Giorgi joined several national and international projects: the EU project NANORESTART (H2020), INNOVACONCRETE (H2020), and NANOFORART (EU 7th); the regional projects TEMART and TECON; and the international programmes for cooperation, funded by the Italian MIUR and MAE, with universities and institutions in Mexico and India.
Giorgi was involved in several conservation projects: the Proyecto Arqueologico Calakmul, for the conservation of the UNESCO site of Calakmul (Mexico); the Programa Nacional de Conservación de Pintura Mural Prehispánica - INAH (Istituto Nacional de Antropologia e Historia, Mexico), addressed to the conservation of Tlatelolco, Cholula, Mayapan, Cacaxtla, and Tamuín archaeological sites; The Saving Oseberg project, University of Oslo & Museum of Cultural History in Norway; The Vasa project in Sweden; the Conservation programme of the Holy House in Nazareth (Israel).

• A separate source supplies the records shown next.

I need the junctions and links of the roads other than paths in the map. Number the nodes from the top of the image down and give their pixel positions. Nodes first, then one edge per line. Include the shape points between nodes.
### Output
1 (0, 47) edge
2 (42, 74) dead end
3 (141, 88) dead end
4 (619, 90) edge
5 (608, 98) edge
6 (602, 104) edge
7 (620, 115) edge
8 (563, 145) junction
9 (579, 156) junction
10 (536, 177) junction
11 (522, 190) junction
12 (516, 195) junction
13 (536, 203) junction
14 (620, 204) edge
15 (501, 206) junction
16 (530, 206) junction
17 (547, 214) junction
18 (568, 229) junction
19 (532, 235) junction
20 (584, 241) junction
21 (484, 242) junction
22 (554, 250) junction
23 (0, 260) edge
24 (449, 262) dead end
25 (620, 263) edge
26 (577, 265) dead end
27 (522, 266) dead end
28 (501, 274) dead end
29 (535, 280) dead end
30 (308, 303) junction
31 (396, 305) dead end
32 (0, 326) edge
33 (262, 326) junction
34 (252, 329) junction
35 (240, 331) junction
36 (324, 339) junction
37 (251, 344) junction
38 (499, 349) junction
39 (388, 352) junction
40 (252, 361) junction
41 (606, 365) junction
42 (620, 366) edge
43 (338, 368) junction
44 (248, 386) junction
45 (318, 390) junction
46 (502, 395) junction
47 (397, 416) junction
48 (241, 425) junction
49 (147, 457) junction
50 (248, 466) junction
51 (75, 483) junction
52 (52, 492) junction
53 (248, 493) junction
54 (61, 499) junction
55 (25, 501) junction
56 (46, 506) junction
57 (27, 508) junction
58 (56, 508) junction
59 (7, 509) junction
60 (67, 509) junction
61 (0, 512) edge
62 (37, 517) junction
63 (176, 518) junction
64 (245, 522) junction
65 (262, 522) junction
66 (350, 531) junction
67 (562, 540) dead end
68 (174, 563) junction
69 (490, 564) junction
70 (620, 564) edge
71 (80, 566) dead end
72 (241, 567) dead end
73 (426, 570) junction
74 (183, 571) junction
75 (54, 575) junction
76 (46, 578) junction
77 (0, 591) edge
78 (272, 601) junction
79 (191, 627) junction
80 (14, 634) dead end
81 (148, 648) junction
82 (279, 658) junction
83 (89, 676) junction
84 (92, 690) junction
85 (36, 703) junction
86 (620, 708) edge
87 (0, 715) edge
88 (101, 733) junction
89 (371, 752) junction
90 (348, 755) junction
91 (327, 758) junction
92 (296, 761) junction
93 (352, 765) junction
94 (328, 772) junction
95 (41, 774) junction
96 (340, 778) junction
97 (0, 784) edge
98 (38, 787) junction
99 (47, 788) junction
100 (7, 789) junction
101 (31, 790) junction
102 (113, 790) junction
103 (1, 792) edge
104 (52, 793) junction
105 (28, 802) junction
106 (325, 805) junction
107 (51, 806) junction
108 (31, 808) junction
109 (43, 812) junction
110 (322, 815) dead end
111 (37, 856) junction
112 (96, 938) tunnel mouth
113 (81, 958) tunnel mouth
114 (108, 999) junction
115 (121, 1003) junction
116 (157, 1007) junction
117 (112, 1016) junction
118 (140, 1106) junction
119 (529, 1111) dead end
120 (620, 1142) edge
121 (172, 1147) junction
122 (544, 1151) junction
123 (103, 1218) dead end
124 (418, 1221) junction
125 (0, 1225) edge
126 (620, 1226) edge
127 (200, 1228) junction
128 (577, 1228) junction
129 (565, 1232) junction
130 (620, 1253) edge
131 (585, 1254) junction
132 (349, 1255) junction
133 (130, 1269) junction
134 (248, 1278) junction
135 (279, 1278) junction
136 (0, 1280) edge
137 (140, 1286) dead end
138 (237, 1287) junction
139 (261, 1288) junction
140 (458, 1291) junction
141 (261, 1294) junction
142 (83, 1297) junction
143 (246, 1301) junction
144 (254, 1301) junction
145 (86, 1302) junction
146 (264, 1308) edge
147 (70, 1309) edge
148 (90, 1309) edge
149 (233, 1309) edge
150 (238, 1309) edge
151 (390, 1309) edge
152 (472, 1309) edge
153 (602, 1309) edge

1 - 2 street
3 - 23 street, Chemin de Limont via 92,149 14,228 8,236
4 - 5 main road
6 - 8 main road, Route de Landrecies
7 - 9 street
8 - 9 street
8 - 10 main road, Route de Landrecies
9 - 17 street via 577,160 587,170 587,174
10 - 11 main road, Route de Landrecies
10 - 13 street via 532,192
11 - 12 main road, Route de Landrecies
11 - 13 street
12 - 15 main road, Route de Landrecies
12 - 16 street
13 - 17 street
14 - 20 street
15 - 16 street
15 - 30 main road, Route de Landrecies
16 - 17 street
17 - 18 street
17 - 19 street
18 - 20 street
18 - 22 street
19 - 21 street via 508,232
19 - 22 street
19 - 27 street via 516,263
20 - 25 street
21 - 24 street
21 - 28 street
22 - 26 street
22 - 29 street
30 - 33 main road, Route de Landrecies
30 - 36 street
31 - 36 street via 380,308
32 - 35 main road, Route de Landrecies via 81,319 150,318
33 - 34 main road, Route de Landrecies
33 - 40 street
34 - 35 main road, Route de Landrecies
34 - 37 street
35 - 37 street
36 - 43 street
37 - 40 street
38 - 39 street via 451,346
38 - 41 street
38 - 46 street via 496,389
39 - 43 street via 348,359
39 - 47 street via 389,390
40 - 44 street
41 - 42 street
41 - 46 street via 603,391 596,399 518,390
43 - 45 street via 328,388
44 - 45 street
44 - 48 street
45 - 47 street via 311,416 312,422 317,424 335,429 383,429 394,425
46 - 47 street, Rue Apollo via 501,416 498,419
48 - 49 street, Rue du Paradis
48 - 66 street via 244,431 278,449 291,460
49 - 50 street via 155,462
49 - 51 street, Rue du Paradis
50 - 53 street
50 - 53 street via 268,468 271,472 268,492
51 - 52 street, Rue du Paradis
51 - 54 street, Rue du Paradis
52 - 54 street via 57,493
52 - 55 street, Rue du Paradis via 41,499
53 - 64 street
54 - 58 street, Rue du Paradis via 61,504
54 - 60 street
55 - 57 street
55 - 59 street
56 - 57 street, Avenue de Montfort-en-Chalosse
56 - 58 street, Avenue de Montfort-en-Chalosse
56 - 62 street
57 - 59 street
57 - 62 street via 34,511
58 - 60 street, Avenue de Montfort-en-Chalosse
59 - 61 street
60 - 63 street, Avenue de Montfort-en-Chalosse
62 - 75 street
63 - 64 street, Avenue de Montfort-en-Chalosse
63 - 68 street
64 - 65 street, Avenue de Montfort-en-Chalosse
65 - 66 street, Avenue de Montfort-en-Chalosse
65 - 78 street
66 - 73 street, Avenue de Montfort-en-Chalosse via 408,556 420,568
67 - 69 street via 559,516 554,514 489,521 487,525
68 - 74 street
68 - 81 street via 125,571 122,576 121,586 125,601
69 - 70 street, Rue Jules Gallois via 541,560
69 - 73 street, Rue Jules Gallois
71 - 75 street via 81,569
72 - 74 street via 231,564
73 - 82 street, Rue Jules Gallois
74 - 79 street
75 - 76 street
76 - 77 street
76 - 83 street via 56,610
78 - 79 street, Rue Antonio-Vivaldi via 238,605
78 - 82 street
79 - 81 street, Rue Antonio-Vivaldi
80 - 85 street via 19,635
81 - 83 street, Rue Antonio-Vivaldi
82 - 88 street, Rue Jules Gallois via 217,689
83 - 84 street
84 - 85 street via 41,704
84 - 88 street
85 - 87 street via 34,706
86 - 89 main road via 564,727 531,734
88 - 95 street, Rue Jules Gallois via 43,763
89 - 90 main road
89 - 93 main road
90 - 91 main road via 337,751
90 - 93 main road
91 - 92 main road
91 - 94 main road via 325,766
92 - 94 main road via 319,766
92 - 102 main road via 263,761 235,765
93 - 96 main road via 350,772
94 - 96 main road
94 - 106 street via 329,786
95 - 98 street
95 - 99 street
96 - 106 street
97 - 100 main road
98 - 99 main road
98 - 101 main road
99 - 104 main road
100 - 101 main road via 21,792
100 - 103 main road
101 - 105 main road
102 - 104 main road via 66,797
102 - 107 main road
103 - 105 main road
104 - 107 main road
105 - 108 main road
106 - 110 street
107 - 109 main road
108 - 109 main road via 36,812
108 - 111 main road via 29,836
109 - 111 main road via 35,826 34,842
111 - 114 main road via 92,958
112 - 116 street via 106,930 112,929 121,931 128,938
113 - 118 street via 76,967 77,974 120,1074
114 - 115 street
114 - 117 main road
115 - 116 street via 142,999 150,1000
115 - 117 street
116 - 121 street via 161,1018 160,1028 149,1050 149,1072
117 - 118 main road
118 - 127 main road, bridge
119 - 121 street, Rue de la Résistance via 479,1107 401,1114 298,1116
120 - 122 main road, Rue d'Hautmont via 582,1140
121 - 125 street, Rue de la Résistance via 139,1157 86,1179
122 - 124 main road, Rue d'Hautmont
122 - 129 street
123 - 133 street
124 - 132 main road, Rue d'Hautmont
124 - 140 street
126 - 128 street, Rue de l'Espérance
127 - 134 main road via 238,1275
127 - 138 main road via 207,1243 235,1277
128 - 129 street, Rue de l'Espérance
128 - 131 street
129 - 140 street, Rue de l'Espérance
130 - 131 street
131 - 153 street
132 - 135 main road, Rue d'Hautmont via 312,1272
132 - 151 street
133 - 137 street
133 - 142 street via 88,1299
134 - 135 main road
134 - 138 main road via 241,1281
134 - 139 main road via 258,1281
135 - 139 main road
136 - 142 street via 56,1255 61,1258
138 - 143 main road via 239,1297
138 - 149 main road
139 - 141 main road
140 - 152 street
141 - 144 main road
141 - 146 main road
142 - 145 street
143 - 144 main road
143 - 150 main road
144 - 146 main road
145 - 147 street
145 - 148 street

Rodorico Giorgi is author of about 130 publications in international journals in the field of nanoscience applied to conservation of cultural heritage. Some of these publications were reviewed by Consultant Editors of Nature, and published as highlights in Nature News (“Nanotechnology restores flaking frescos”, “Nanotechnologies for conservation of cultural heritage: paper and canvas deacidification”, “Art restoration: Keeping it clean”, “Magnets harnessed to clean artwork”).
In 2016 Giorgi achieved the score for the position of full professor in two competitive sectors, namely 03/A1 ‘Analytical Chemistry’ and 03/A2 ‘Models and Methods for Chemistry’.
At February 2018, articles produced by Giorgi received 1360 citations. In the ten years period 2008-2017 Giorgi has published 44 articles according to the ISI and Scopus database, with h-index of 21.